Omit the pictures, then write out every entry exactly as it reads.

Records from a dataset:

_ _ _ _ _

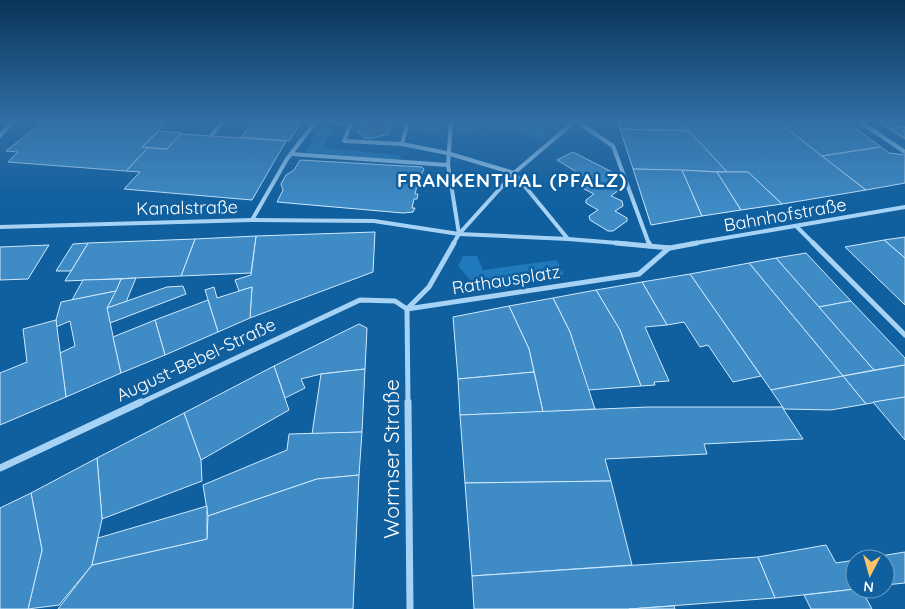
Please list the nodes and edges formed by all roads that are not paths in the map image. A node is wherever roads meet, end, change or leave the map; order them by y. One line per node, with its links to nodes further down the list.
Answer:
1 (295, 149): 7 (street)
2 (429, 149): 6 (street)
3 (447, 149): 6 (street)
4 (542, 149): 9 (street, Rathausplatz)
5 (614, 149): 17 (street, Rathausplatz)
6 (447, 153): 8 (street); 9 (street)
7 (291, 154): 8 (street); 11 (street)
8 (448, 165): 15 (street)
9 (514, 173): 15 (street, Rathausplatz); 16 (street, Rathausplatz)
10 (905, 207): 14 (street, Bahnhofstraße)
11 (252, 220): 12 (street, Kanalstraße); 13 (street, Kanalstraße)
12 (374, 221): 15 (street, Rathausplatz)
13 (0, 227)
14 (797, 227): 18 (street, Bahnhofstraße); 20 (street)
15 (459, 234): 16 (street, Rathausplatz); 19 (street, Rathausplatz)
16 (568, 239): 17 (street, Rathausplatz)
17 (650, 246): 18 (street, Rathausplatz)
18 (670, 248): 19 (street, Rathausplatz)
19 (407, 309): 21 (street, August-Bebel-Straße); 22 (street, Wormser Straße)
20 (905, 335)
21 (0, 468)
22 (410, 609)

_ _ _ _ _

Response to this exercise:
Please list the nodes and edges formed by all roads that are not paths in the map image. A node is wherever roads meet, end, change or leave the map; order them by y. One line per node, with its links to nodes further down the list.
Answer:
1 (295, 149): 7 (street)
2 (429, 149): 6 (street)
3 (447, 149): 6 (street)
4 (542, 149): 9 (street, Rathausplatz)
5 (614, 149): 17 (street, Rathausplatz)
6 (447, 153): 8 (street); 9 (street)
7 (291, 154): 8 (street); 11 (street)
8 (448, 165): 15 (street)
9 (514, 173): 15 (street, Rathausplatz); 16 (street, Rathausplatz)
10 (905, 207): 14 (street, Bahnhofstraße)
11 (252, 220): 12 (street, Kanalstraße); 13 (street, Kanalstraße)
12 (374, 221): 15 (street, Rathausplatz)
13 (0, 227)
14 (797, 227): 18 (street, Bahnhofstraße); 20 (street)
15 (459, 234): 16 (street, Rathausplatz); 19 (street, Rathausplatz)
16 (568, 239): 17 (street, Rathausplatz)
17 (650, 246): 18 (street, Rathausplatz)
18 (670, 248): 19 (street, Rathausplatz)
19 (407, 309): 21 (street, August-Bebel-Straße); 22 (street, Wormser Straße)
20 (905, 335)
21 (0, 468)
22 (410, 609)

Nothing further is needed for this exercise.